* Material for this exercise *
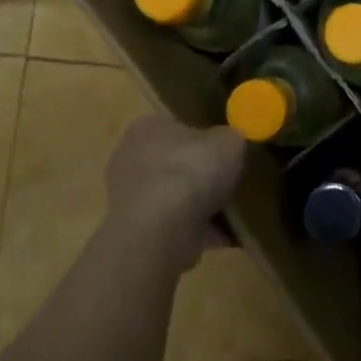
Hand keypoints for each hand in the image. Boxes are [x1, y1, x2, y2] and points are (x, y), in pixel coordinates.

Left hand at [103, 115, 245, 270]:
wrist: (161, 231)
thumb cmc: (191, 171)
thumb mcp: (230, 141)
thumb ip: (231, 138)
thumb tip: (230, 144)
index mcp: (148, 126)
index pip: (177, 125)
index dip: (204, 136)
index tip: (225, 151)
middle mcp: (130, 157)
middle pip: (174, 162)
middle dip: (199, 173)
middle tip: (229, 181)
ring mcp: (129, 197)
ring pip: (173, 196)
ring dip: (198, 205)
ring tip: (231, 212)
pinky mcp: (137, 231)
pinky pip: (174, 226)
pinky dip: (198, 231)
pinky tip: (225, 236)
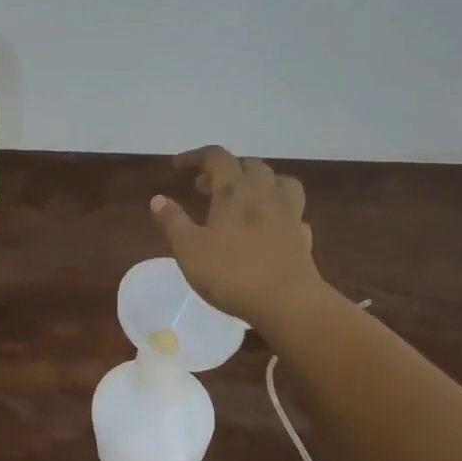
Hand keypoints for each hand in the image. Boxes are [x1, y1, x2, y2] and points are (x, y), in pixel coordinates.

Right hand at [151, 147, 325, 326]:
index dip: (195, 156)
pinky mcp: (303, 237)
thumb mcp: (189, 249)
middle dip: (226, 169)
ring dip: (260, 182)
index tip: (177, 167)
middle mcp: (265, 194)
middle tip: (205, 187)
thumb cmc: (231, 273)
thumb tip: (158, 199)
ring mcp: (289, 214)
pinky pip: (293, 212)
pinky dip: (279, 211)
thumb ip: (173, 221)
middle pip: (249, 164)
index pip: (217, 157)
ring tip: (244, 198)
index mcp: (235, 191)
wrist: (288, 304)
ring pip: (280, 181)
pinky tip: (270, 226)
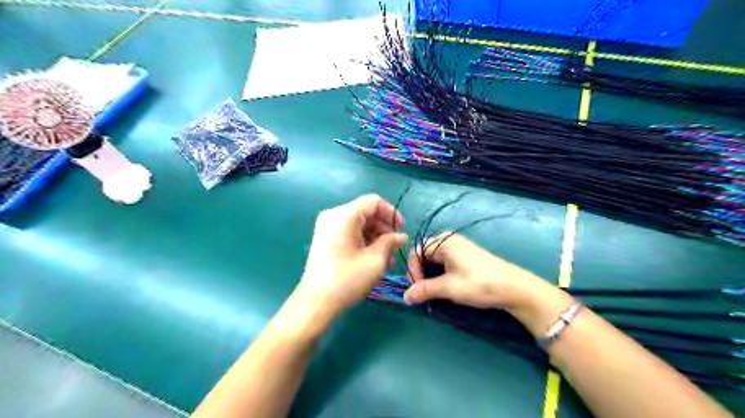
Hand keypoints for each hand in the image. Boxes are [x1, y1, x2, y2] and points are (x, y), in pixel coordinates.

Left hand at [294, 194, 407, 320]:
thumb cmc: (347, 279)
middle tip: (395, 247)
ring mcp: (326, 227)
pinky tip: (372, 257)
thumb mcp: (375, 260)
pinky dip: (363, 240)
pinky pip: (349, 231)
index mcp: (344, 215)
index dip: (391, 213)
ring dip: (375, 236)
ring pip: (358, 223)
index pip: (374, 202)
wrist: (316, 302)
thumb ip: (390, 242)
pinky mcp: (325, 238)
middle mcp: (333, 216)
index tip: (401, 230)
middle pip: (365, 212)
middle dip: (383, 227)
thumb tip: (401, 236)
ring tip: (386, 257)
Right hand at [405, 234, 554, 311]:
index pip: (416, 253)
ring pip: (435, 259)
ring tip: (435, 291)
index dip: (413, 271)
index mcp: (444, 242)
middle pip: (424, 254)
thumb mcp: (449, 288)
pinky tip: (447, 285)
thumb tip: (405, 297)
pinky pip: (446, 260)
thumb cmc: (479, 284)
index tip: (417, 290)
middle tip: (424, 292)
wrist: (515, 288)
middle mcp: (450, 240)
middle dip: (421, 273)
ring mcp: (460, 246)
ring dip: (431, 274)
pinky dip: (441, 273)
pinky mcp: (467, 255)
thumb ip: (424, 290)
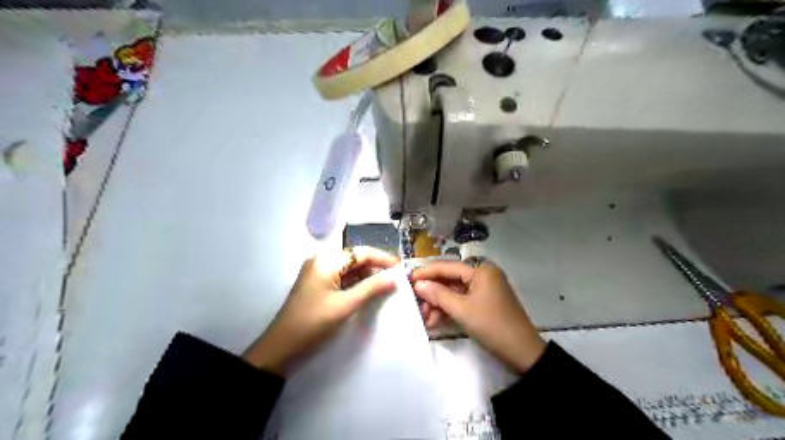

* The task *
Only the lines between the one with "index pip: (177, 125)" and the one with "index pip: (416, 253)", those two included, get copied from the material above. Keep it exact and free of pictures.

* Solution for this task *
index pip: (177, 125)
index dip: (204, 136)
index tip: (225, 151)
middle mcp: (130, 157)
middle pip: (174, 162)
middle dip: (199, 173)
middle tip: (229, 181)
ring mcp: (129, 197)
ring pip: (173, 196)
ring dip: (198, 205)
ring tip: (231, 212)
pinky mcp: (137, 231)
pinky pip: (174, 226)
pinky dip: (198, 231)
pinky tip: (225, 236)
Hand keypoints for each hand in the image. Boxes are [x1, y1, x2, y2] and points are (x, y), in pixel coordinates.

Right hand at [151, 147, 325, 326]:
index dip: (195, 156)
pinky mcp: (303, 237)
thumb mcp: (189, 249)
middle dip: (226, 169)
ring dip: (260, 182)
index tip: (177, 167)
middle mcp: (265, 194)
middle tip: (205, 187)
thumb cmc: (231, 273)
thumb tip: (158, 199)
ring mcp: (289, 214)
pinky pip: (293, 212)
pinky dip: (279, 211)
thumb ip: (173, 221)
middle pip: (249, 164)
index pip: (217, 157)
ring tip: (244, 198)
index mcp: (235, 191)
wrist: (288, 304)
ring pip: (280, 181)
pinky tip: (270, 226)
Hand keypoints for each hand in the image. Boxes are [x1, y1, x2, y2] and points are (x, y), in pixel coordinates.

Left hand at [294, 194, 407, 320]:
thumb cmc: (347, 279)
middle tip: (395, 247)
ring mcp: (326, 227)
pinky tip: (372, 257)
thumb mcp: (375, 260)
pinky dip: (363, 240)
pinky pip: (349, 231)
index mcp: (344, 215)
index dip: (391, 213)
ring dip: (375, 236)
ring pip: (358, 223)
index pip: (374, 202)
wrist: (316, 302)
thumb ip: (390, 242)
pinky mcp: (325, 238)
middle mcp: (333, 216)
index tip: (401, 230)
middle pip: (365, 212)
middle dip: (383, 227)
thumb tip: (401, 236)
ring tip: (386, 257)
Right hand at [405, 234, 554, 311]:
index pip: (416, 253)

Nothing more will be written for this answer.